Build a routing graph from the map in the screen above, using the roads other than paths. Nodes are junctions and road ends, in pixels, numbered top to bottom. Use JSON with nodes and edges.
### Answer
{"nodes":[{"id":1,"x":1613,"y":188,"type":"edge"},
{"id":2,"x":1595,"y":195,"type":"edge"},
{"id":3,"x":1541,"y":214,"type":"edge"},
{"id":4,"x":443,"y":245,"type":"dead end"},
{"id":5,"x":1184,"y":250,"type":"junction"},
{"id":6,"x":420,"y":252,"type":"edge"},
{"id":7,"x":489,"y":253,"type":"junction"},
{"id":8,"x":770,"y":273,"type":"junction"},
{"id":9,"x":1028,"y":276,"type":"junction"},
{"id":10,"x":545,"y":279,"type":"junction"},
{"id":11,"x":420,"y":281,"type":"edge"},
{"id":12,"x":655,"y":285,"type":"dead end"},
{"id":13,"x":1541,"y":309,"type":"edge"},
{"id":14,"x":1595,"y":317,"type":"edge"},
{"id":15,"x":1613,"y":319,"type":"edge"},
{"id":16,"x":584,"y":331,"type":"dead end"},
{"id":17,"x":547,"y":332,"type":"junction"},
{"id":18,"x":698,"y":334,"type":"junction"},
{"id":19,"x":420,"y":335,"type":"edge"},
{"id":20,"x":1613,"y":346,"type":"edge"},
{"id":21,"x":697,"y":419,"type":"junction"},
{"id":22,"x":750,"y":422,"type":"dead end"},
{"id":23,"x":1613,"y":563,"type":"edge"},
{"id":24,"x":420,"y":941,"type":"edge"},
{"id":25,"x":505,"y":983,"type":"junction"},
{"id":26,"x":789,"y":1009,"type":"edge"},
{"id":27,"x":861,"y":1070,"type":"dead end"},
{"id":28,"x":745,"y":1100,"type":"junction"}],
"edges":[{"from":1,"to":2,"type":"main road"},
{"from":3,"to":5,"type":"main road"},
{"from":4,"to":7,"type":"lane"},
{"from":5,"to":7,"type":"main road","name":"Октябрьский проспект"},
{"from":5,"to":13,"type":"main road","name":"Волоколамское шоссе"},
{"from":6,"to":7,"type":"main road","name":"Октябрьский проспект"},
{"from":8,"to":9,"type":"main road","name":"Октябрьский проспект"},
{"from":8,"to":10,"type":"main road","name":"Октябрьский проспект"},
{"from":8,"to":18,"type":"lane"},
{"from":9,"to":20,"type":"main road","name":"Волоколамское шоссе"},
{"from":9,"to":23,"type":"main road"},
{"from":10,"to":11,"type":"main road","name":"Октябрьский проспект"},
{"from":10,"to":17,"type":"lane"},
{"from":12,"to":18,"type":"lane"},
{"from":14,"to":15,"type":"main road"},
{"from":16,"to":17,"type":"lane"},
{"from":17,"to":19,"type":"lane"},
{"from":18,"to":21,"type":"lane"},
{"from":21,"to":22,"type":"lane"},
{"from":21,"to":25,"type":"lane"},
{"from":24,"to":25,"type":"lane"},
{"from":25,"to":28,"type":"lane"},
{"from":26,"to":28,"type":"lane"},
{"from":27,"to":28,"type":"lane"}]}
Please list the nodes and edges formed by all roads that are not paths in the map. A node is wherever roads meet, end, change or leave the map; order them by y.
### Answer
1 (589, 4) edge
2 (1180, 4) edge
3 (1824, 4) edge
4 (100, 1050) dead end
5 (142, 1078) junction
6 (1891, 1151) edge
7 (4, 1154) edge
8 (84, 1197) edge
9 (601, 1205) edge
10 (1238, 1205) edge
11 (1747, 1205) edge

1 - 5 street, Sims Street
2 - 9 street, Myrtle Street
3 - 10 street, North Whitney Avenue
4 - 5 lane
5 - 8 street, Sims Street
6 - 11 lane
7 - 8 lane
====
Using the material, show each line where the string "dead" can be found.

SOLVED PROBLEM:
{"id":4,"x":443,"y":245,"type":"dead end"},
{"id":12,"x":655,"y":285,"type":"dead end"},
{"id":16,"x":584,"y":331,"type":"dead end"},
{"id":22,"x":750,"y":422,"type":"dead end"},
{"id":27,"x":861,"y":1070,"type":"dead end"},
4 (100, 1050) dead end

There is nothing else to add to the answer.